#### Data provided

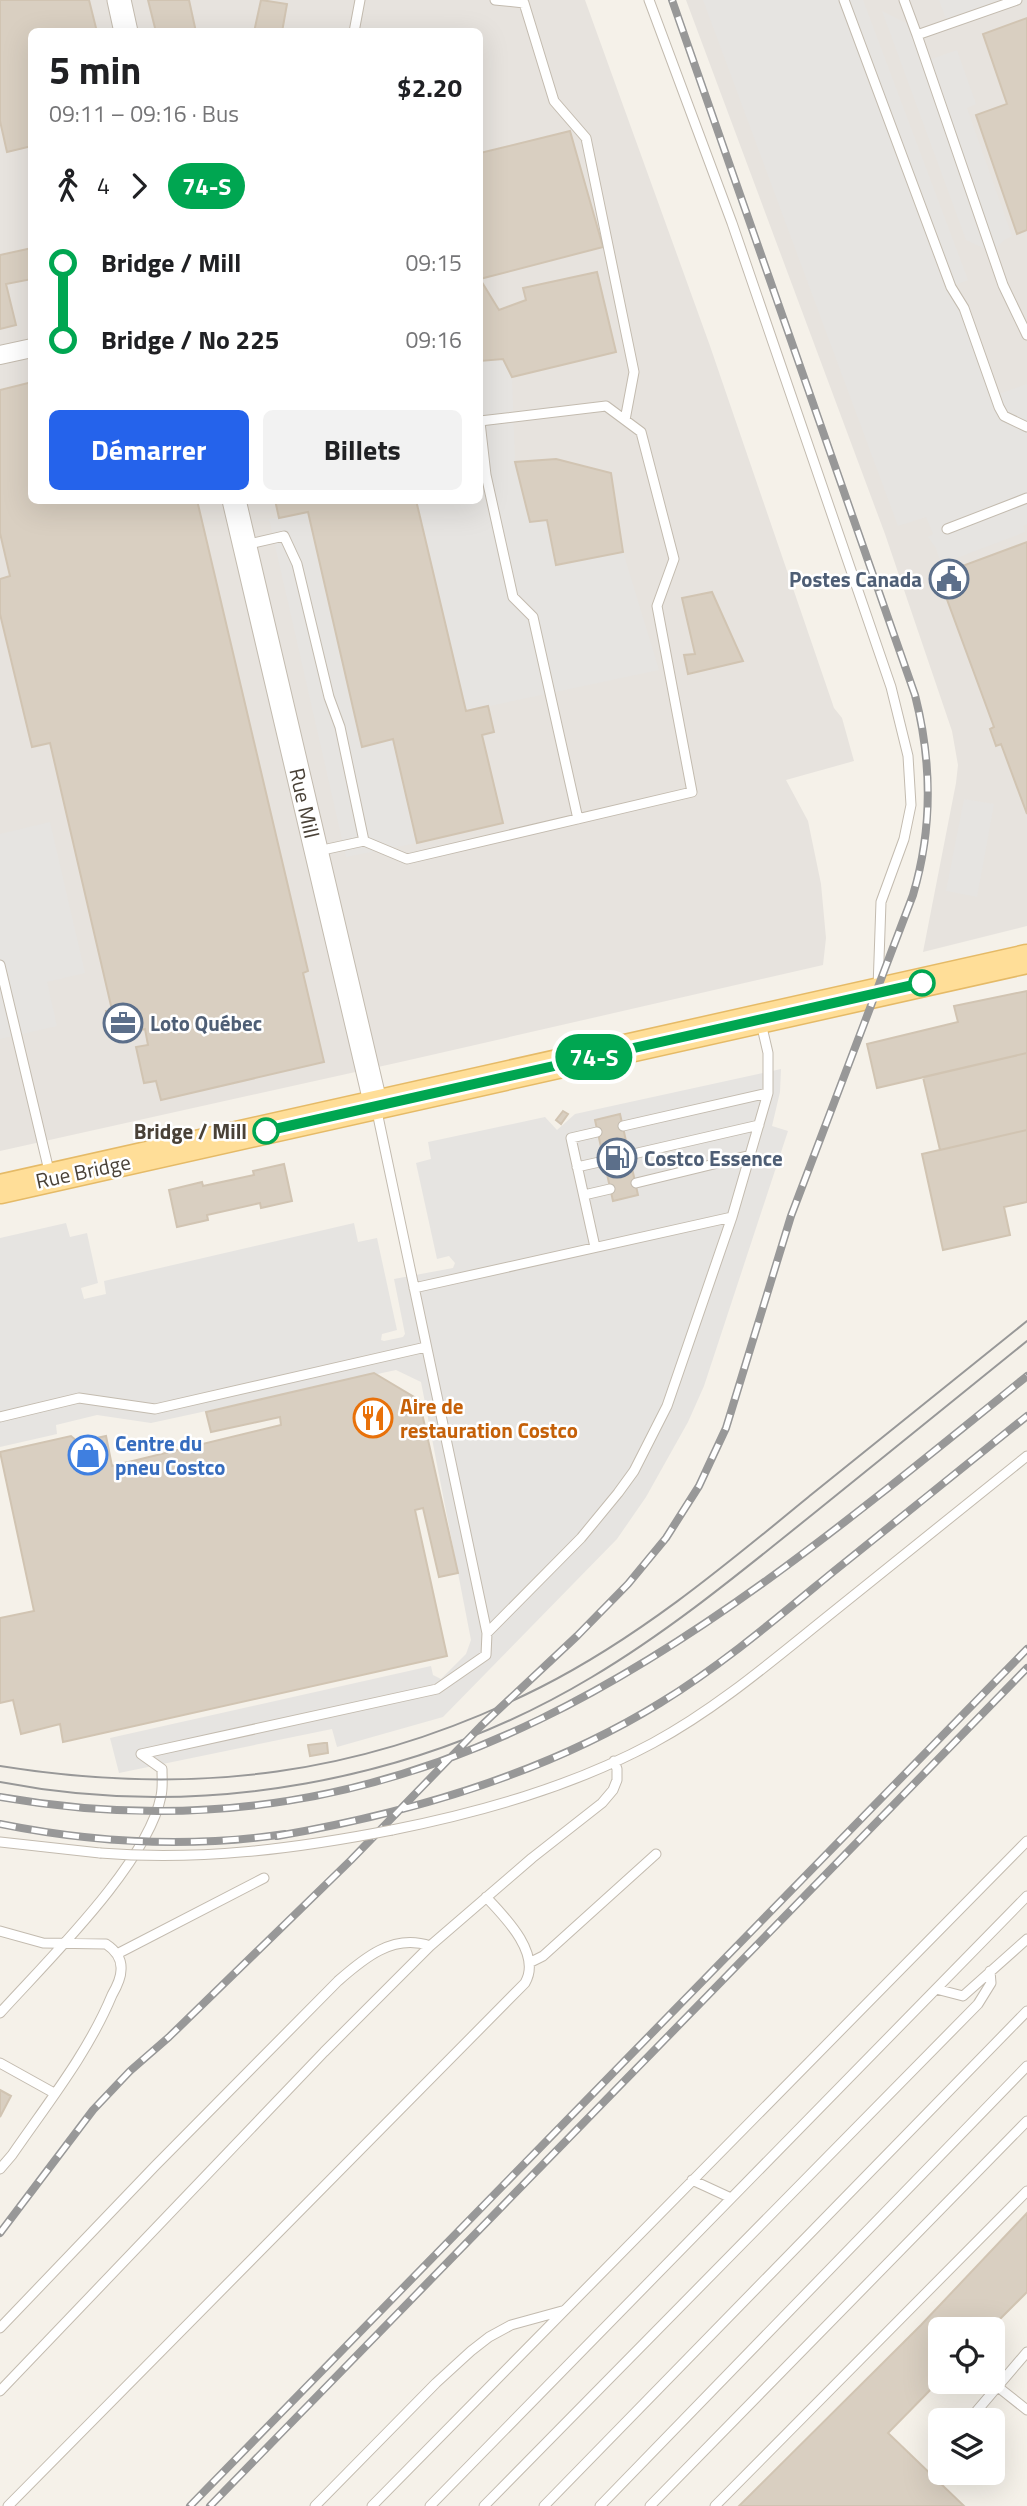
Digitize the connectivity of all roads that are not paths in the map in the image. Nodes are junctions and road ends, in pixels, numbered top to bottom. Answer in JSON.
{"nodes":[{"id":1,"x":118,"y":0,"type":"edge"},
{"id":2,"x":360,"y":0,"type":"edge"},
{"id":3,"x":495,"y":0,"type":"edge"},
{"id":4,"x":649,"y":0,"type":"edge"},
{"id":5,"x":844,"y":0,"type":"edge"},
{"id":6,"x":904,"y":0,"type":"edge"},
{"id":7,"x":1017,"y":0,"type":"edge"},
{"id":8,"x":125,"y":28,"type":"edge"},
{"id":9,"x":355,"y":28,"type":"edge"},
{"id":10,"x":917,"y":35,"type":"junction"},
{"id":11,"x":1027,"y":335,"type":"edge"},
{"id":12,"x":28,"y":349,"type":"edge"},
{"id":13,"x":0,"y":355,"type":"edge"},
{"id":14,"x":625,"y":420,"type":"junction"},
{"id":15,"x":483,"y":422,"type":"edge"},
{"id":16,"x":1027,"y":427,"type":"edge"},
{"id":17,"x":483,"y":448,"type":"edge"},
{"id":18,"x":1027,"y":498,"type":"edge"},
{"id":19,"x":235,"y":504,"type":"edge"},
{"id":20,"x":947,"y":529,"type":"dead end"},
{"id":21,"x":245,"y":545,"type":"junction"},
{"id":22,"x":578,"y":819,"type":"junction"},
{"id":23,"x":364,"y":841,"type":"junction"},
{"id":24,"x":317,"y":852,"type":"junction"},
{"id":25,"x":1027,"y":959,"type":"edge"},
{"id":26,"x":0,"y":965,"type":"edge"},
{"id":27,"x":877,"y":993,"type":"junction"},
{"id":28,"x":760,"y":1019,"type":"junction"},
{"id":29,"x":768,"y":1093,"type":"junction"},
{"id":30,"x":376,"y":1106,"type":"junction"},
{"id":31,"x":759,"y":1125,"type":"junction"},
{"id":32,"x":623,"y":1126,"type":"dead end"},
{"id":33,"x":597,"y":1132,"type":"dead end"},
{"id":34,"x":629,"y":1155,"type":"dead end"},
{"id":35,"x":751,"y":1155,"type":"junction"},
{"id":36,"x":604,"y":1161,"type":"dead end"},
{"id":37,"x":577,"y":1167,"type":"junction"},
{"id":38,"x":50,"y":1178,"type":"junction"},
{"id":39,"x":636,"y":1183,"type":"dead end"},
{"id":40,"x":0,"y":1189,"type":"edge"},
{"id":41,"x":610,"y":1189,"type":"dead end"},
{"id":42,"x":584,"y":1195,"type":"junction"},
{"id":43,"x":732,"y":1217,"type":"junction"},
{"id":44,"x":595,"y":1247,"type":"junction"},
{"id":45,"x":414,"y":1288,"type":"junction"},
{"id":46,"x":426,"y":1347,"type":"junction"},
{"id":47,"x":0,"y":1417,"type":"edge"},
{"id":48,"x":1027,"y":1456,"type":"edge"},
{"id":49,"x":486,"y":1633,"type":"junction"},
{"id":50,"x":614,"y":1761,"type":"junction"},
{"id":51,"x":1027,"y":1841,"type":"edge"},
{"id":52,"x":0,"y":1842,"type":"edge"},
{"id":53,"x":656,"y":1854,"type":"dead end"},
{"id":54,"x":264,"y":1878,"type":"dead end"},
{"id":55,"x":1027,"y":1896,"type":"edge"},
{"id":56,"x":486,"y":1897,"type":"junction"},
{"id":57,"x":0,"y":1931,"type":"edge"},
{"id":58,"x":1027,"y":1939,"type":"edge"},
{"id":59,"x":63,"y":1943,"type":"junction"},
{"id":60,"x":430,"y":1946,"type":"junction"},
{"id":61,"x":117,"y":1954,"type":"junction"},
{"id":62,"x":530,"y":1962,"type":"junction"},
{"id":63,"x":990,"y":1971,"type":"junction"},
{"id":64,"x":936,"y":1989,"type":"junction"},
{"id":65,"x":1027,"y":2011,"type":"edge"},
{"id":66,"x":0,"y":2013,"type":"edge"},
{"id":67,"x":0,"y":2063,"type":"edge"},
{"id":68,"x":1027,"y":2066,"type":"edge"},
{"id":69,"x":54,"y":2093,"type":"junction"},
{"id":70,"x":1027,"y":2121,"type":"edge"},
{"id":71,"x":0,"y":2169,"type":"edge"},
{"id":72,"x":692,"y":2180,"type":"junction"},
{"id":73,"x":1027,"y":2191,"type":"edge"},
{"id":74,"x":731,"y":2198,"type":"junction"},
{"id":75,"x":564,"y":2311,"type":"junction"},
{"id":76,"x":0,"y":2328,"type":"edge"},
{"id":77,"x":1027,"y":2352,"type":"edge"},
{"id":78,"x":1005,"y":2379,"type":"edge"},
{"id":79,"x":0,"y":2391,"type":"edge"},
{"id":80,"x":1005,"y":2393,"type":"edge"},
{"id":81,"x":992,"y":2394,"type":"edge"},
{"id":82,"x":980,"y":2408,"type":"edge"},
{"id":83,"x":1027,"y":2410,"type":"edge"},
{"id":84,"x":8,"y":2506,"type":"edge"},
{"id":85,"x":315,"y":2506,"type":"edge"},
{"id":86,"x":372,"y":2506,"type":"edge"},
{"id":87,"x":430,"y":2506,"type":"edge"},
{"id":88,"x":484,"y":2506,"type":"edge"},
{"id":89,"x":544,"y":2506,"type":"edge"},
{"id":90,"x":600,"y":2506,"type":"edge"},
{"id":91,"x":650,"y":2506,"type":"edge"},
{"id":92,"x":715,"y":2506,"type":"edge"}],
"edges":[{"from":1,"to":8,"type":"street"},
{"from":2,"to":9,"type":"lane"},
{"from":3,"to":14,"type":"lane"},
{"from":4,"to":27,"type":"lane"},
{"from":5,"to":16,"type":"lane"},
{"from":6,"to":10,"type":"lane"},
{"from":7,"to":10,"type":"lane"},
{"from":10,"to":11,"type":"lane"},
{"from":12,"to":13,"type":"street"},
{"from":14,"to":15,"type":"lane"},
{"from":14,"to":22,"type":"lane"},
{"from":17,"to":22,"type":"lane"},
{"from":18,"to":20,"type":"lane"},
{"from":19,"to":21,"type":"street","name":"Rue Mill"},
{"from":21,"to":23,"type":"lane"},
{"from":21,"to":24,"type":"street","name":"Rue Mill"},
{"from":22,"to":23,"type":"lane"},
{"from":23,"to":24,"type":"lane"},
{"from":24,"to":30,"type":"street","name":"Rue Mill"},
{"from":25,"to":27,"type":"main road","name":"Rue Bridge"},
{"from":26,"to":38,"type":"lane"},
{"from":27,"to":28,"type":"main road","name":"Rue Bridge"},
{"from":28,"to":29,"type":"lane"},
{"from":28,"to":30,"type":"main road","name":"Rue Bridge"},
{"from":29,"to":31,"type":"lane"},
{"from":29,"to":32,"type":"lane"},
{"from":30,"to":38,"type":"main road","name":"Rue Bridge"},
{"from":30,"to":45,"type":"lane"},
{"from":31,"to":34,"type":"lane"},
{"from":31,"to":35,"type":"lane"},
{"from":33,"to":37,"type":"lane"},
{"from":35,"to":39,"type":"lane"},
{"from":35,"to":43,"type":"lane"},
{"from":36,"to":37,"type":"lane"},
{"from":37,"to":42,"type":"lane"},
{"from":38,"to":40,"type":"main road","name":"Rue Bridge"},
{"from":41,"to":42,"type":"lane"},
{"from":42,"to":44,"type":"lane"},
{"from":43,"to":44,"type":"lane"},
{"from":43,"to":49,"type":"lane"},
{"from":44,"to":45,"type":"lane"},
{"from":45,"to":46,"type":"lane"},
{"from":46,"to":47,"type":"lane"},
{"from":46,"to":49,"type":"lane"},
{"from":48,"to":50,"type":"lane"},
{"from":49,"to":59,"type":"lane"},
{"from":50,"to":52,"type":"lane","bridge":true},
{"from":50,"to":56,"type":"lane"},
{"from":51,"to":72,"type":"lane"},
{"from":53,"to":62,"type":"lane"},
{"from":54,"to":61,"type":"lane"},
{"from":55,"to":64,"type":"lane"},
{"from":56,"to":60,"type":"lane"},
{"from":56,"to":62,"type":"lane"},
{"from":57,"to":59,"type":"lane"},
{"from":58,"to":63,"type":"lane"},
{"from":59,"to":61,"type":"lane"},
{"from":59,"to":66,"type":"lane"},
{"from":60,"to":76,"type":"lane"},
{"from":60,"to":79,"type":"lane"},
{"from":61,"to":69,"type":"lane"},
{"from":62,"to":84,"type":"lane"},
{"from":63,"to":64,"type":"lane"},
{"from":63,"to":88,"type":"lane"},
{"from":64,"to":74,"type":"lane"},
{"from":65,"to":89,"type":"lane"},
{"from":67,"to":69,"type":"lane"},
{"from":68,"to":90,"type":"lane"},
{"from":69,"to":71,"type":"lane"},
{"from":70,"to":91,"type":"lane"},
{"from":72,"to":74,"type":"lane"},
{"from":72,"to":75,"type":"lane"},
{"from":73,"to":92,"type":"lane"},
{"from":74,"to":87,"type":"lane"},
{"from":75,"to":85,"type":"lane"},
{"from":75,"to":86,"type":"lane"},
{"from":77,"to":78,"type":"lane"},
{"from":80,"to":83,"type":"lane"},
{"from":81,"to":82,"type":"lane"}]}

########

§ Work instruction
Copy out each line of the listing that holds "street".

§ Response
"edges":[{"from":1,"to":8,"type":"street"},
{"from":12,"to":13,"type":"street"},
{"from":19,"to":21,"type":"street","name":"Rue Mill"},
{"from":21,"to":24,"type":"street","name":"Rue Mill"},
{"from":24,"to":30,"type":"street","name":"Rue Mill"},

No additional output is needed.